The divorce is not easy for Addie and William’s grown children, either. Cora—single-mom, postal worker and heavy drinker—is angry at her brother Dan—a rarely employed, former drug dealer—who is angry at Addie’s nice-guy but high-priced lawyer, Robert. But why not be angry? In a particularly tender moment, the play points out that young children get angry when their parents divorce, so grown children should expect to feel the same way.
Addie (Mary Anisi) starts the play by staying in a separate room from her taunting husband, then packing a suitcase and sneaking away with the help of her son Dan (Ned Baker Lynch) and his new girlfriend, Nancy (Amanda Baker). Addie almost immediately expresses the desire to start living her life, which was always full of compromises and never got better. In contrast, William (Michael Stephen Clay) just wants to talk some sense into Addie and makes every effort to sabotage the divorce proceedings. At one point, he fires his attorney the day of a pre-trial hearing, and comes to represent himself dressed in a kilt. The judge warns him of being found in contempt, to which he replies, “If this was good enough to get married in, it’s good enough to get divorced in.” While Addie runs up legal bills by treating Robert (David Sedgwick) as her confidant (she has, after all, had no one to talk to for 60 years), William, full of grief and stress, has a heart attack. Cora (Debbie Friedlander) has had Addie sleeping on her couch for three months and is losing control of her own children. A well-meaning nurse (Kathleen Brower) brings the family together to talk one last time.
There is a lot of truth in this play. At the very least, we see how an unhealthy marriage leads to similar problems in the children and grandchildren, and may even scare away a fiancée. We see what it means to be an American: that even after coming over from Europe and spending 60 years with someone, you get a chance to question the way you’ve always been living your life. I found myself making comparisons with the play The Retreat From Moscow, which tackles a similar story with none of the comedy. Scotch Kiss has a lot of humor in the decidedly Brooklyn speech patterns and aggression of Dan and Cora.

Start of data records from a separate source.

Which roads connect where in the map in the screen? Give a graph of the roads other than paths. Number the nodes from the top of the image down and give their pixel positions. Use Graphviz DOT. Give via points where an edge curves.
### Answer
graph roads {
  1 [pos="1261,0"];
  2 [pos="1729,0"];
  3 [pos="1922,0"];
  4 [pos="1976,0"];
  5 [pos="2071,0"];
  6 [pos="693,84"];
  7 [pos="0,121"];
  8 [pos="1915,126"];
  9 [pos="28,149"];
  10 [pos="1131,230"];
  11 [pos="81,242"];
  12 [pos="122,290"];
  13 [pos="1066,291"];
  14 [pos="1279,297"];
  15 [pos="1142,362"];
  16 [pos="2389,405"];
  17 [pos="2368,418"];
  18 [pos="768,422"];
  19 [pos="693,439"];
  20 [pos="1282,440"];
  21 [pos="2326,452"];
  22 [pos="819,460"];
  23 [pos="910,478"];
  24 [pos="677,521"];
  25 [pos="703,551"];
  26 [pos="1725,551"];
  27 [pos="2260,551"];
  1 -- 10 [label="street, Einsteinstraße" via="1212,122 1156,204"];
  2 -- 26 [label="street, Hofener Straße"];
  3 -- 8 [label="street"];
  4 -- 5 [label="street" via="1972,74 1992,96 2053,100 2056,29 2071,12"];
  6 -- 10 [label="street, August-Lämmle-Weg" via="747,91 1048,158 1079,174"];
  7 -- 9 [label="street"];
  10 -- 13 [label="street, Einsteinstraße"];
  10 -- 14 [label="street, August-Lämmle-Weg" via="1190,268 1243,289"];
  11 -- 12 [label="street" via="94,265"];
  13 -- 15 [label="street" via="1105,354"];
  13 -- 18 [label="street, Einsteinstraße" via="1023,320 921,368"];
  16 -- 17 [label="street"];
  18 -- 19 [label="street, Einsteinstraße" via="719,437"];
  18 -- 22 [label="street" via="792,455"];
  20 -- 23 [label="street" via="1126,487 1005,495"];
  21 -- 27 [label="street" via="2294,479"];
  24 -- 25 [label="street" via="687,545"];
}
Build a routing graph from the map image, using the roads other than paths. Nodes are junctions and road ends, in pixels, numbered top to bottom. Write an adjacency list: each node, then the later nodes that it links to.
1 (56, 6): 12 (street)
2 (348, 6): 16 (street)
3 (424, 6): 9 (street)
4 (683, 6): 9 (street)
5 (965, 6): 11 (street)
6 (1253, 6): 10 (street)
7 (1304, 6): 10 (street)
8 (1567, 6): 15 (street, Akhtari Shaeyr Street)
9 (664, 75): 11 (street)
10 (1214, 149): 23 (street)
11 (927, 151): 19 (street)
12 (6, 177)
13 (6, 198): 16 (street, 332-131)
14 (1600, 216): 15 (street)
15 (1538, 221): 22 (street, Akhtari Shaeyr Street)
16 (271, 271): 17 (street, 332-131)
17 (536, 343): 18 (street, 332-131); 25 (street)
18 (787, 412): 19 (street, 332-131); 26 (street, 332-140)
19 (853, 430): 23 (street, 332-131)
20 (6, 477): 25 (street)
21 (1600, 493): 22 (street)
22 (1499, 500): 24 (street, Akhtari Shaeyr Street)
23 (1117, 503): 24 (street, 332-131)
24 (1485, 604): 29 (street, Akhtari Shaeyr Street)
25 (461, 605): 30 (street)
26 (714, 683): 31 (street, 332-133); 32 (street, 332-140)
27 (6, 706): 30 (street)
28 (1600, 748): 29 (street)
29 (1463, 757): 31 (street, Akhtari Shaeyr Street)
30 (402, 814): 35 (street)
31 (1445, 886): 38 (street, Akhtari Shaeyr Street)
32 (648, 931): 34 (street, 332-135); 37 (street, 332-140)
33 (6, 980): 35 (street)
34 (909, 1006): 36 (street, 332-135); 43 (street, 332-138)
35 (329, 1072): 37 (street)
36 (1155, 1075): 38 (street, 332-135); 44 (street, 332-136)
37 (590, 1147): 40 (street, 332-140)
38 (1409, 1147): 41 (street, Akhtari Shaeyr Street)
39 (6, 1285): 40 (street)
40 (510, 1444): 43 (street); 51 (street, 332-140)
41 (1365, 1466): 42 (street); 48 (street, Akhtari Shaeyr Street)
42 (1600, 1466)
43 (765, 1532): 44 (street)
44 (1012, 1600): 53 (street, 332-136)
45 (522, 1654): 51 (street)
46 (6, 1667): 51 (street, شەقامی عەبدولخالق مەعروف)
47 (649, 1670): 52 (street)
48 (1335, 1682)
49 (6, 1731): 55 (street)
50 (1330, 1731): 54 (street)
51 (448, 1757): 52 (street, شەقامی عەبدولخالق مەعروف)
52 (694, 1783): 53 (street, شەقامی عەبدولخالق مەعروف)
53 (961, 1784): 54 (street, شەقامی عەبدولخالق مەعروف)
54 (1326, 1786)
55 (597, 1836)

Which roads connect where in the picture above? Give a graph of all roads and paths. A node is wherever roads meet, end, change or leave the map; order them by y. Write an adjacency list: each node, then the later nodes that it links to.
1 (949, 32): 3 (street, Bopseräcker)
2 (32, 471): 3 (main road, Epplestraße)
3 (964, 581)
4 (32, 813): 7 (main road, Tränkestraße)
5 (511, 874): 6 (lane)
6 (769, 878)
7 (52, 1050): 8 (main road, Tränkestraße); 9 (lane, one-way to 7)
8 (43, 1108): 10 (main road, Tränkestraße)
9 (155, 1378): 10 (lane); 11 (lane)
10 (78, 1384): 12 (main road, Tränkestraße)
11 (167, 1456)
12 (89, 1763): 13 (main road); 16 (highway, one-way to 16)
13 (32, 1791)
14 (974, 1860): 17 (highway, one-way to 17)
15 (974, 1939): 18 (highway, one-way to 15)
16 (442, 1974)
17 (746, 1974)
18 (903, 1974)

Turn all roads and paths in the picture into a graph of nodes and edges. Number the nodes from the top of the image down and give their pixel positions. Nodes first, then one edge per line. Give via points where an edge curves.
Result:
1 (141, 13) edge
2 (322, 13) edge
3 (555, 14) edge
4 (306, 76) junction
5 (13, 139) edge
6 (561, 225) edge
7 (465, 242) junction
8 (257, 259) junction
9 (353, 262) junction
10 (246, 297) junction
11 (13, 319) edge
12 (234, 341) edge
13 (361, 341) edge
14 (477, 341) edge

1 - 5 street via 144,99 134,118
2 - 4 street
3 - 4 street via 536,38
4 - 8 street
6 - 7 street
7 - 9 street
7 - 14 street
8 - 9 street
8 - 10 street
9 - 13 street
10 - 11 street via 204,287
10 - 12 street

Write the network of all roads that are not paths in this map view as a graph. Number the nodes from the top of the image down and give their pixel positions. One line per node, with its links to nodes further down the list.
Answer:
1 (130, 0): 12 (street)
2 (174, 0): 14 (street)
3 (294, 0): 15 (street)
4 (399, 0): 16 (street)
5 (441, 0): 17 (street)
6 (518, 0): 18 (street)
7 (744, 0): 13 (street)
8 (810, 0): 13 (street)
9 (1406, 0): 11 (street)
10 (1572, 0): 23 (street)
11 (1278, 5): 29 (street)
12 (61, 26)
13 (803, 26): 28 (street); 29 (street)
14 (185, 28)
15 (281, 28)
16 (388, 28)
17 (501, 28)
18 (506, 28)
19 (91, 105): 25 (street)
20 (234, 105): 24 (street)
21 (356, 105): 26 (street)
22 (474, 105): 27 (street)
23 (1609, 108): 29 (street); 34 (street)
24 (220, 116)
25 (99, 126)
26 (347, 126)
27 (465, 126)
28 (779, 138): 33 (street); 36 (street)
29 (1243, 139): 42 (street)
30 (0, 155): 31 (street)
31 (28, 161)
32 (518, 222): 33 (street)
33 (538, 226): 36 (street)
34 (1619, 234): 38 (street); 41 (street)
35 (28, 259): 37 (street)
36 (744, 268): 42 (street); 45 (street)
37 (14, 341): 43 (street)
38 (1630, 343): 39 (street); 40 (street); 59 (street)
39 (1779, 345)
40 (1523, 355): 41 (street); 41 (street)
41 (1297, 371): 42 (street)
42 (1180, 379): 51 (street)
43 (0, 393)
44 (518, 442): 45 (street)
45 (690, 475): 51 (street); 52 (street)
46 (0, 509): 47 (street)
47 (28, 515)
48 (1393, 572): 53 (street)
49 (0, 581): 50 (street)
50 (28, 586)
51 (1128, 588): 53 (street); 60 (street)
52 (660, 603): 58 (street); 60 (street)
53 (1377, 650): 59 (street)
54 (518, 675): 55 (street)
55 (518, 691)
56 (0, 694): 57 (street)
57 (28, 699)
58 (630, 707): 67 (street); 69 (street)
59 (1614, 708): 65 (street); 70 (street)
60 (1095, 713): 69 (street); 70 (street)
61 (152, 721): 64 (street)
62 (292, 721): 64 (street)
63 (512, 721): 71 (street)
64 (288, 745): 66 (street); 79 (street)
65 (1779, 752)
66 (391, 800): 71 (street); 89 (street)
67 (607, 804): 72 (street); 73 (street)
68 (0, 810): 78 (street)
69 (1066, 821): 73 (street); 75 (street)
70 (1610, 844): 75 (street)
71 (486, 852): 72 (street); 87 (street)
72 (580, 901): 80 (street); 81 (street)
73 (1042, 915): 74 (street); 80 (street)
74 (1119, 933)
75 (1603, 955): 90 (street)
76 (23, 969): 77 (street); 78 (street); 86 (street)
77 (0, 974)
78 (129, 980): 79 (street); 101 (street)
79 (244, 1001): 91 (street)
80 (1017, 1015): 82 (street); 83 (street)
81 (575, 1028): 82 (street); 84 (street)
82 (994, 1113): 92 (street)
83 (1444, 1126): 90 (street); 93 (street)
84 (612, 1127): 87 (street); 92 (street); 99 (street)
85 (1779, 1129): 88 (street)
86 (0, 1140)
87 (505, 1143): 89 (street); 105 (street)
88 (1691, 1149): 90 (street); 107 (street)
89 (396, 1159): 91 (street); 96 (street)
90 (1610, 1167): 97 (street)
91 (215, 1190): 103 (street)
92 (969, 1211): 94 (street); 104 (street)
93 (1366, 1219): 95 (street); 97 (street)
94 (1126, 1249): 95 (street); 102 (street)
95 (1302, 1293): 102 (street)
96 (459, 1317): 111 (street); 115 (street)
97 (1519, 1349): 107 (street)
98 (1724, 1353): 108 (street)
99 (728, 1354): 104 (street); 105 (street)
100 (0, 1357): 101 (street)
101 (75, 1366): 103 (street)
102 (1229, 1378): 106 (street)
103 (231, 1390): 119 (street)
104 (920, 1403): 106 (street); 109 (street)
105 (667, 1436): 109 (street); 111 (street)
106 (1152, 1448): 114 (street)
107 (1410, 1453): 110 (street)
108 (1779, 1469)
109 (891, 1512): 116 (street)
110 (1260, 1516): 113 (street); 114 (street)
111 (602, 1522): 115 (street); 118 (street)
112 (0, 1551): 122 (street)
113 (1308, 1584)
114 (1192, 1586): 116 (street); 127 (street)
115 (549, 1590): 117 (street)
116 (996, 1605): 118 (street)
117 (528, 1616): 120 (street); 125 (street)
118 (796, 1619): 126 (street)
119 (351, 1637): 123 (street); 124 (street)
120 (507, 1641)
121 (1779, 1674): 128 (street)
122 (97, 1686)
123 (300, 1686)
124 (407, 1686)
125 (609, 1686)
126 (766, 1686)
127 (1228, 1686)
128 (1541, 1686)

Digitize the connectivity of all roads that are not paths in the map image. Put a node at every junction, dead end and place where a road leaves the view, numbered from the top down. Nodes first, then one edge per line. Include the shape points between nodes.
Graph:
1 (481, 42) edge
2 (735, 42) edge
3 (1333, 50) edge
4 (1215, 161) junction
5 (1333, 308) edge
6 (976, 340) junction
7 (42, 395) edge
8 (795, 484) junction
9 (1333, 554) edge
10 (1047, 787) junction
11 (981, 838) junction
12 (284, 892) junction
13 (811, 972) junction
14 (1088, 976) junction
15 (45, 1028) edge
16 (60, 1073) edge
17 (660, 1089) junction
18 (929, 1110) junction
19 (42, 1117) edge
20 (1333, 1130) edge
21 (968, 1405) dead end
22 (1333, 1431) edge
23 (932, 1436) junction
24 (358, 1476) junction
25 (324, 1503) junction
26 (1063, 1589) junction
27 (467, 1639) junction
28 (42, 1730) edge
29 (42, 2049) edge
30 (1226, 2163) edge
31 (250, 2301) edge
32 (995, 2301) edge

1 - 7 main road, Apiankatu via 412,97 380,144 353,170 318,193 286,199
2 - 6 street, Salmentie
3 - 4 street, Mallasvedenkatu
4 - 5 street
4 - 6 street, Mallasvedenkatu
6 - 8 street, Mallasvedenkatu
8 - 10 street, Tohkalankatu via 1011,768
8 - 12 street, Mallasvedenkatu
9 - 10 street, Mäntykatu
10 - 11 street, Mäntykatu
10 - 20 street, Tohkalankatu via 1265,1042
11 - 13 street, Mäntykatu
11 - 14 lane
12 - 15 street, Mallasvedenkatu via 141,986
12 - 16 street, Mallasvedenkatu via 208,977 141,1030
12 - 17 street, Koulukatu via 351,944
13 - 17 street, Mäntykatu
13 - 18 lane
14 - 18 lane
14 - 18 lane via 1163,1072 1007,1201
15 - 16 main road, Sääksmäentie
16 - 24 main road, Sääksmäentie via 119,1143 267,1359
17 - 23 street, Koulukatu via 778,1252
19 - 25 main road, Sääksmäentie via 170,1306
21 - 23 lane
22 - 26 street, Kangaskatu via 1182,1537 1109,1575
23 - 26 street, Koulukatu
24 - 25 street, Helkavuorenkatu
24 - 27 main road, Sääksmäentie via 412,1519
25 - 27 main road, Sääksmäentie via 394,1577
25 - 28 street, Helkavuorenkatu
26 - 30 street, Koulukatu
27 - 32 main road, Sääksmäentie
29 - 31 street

Co-directors Reesa Graham and Brandon Walker have brought out the best and the worst of characters who, like many New Yorkers, know each other too well yet don’t know each other at all. Plus, William is so aggravating that at the end most of the hospital staff won’t deal with him. These portrayals bring a danger, however, of slowing down the action with Scottish accents and the normal lag time of senior citizens arguing. The play feels long, contrasted by unbelievably rapid reversals at the very end. Still, one can’t argue with a true story. It may even help you stop arguing with your spouse.